The development of new CPAs will require more sophisticated high-throughput screening systems and possibly establishment of model cell systems for a range of cell types as proposed by Stacey et al. [220]. However, few drugs or clinical interventions are risk free and it is highly likely, that with the availability of refined combination CPAs and automated DMSO removal devices, DMSO will continue for the foreseeable future, to contribute to the roll out of life saving interventions for an increasing range of cell-based medicines.

Future perspective

Over the past decade, there have been many comments recorded about possible negative implications of the use of DMSO as a cryoprotectant, and exhortations made to find replacements. We fully support continued objective research into these topics and robust audit of current cryopreservation practices where DMSO is used. However, in parallel it must be recognized that at the present time, the vast majority of applied cryopreservation practices depend upon the efficacy provided by DMSO for high functional capacities after thawing.
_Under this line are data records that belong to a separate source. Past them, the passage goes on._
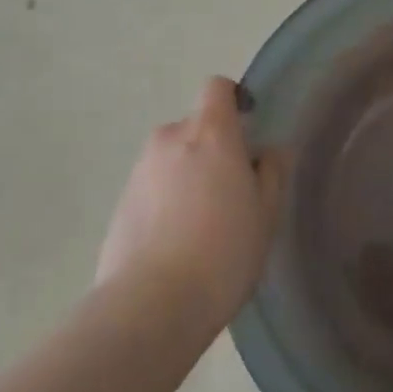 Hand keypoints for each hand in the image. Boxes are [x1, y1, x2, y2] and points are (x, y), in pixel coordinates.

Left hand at [97, 77, 284, 333]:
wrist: (152, 303)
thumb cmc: (224, 252)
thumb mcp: (266, 214)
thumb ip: (272, 172)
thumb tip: (268, 151)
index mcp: (210, 133)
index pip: (217, 88)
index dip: (233, 100)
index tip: (248, 130)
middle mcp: (170, 139)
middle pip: (196, 126)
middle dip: (213, 147)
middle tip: (232, 191)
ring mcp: (140, 169)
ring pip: (173, 157)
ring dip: (189, 174)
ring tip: (203, 223)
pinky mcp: (120, 201)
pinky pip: (153, 185)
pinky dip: (166, 199)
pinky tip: (177, 241) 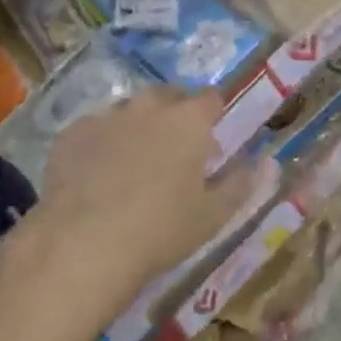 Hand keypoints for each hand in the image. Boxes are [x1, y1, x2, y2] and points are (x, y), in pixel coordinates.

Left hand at [5, 89, 262, 328]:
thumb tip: (267, 162)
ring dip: (138, 125)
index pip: (211, 98)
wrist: (83, 244)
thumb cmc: (160, 230)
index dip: (214, 114)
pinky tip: (96, 174)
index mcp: (188, 120)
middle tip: (175, 150)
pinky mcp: (72, 133)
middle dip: (175, 114)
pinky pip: (94, 128)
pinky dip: (101, 142)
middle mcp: (149, 107)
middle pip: (169, 96)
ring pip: (130, 109)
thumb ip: (241, 184)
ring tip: (134, 162)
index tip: (212, 138)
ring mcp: (107, 116)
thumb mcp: (212, 216) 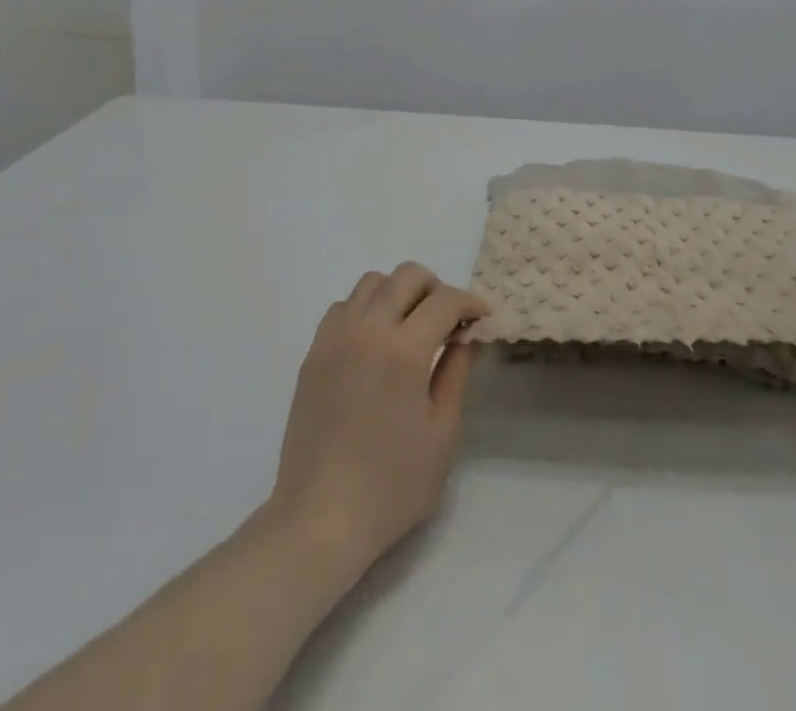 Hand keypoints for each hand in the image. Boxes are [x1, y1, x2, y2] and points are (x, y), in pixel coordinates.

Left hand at [268, 263, 489, 579]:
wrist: (320, 519)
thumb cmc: (392, 484)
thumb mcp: (442, 432)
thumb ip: (457, 372)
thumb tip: (466, 335)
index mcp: (404, 349)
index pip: (445, 300)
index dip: (470, 303)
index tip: (481, 317)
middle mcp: (367, 329)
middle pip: (407, 276)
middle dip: (436, 288)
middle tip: (447, 321)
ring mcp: (335, 338)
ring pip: (372, 283)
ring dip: (398, 293)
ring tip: (410, 327)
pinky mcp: (313, 353)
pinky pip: (343, 307)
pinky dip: (365, 310)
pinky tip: (374, 344) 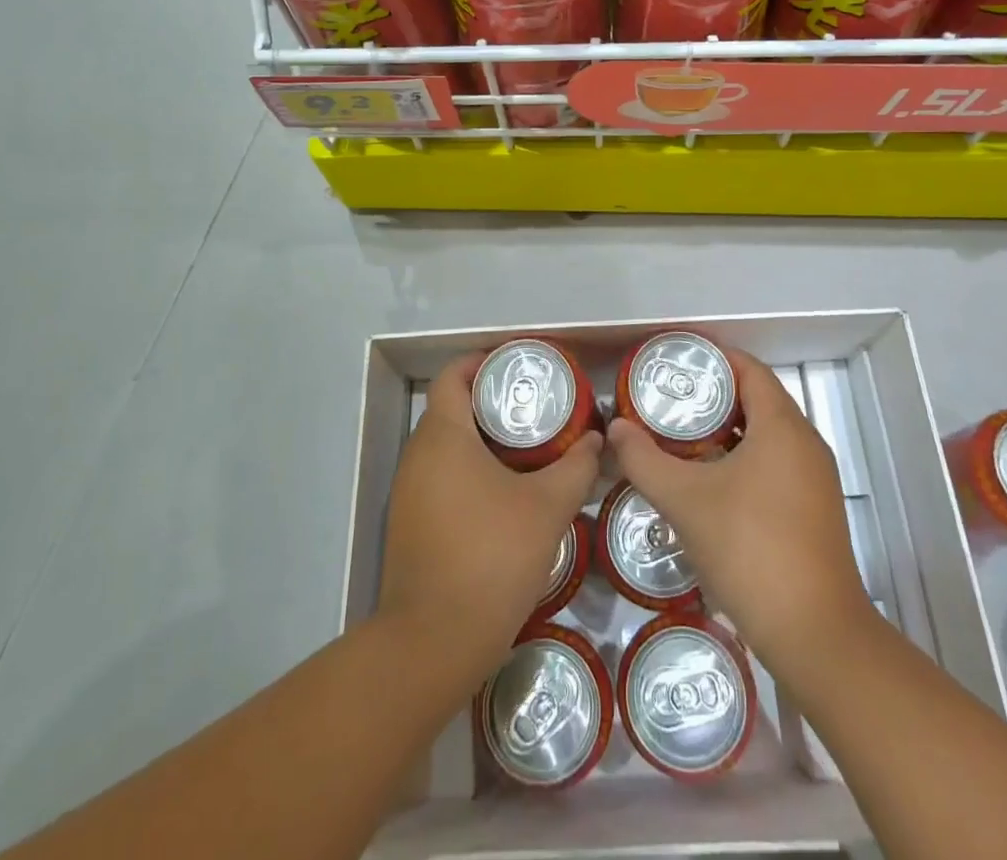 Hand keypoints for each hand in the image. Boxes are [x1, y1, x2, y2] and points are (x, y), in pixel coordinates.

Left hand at [377, 354, 601, 679]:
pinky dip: (472, 470)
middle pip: (453, 408)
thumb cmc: (490, 558)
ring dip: (484, 439)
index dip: (485, 361)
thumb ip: (576, 467)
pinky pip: (442, 477)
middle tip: (538, 407)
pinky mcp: (412, 524)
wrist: (433, 643)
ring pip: (448, 446)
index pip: (455, 375)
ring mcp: (410, 492)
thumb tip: (596, 441)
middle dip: (494, 401)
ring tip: (531, 446)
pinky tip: (507, 492)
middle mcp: (418, 456)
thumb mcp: (547, 508)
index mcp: (443, 436)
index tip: (521, 367)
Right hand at [607, 346, 873, 682]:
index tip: (674, 361)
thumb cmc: (749, 550)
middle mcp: (805, 443)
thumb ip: (645, 459)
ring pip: (766, 435)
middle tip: (667, 399)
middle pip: (757, 399)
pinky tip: (709, 481)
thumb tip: (615, 428)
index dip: (712, 358)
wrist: (816, 636)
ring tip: (680, 436)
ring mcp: (814, 479)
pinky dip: (742, 458)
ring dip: (726, 430)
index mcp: (782, 427)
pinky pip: (775, 463)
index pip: (749, 369)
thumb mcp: (685, 500)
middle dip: (712, 395)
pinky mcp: (814, 510)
The development of new CPAs will require more sophisticated high-throughput screening systems and possibly establishment of model cell systems for a range of cell types as proposed by Stacey et al. [220]. Many of the novel cryoprotectants appearing in research publications have not progressed to widespread uptake or regulatory approval at the current time but they will provide invaluable signposts to how to better assess both efficacy and biological impacts of all cryoprotectants (including DMSO) moving forward. However, few drugs or clinical interventions are risk free and it is highly likely, that with the availability of refined combination CPAs to lower DMSO concentrations, and automated DMSO removal devices, DMSO will continue for the foreseeable future to contribute to the roll out of life saving interventions for an increasing range of cell-based medicines, and improved cell cryo-banking in high-value biotechnologies.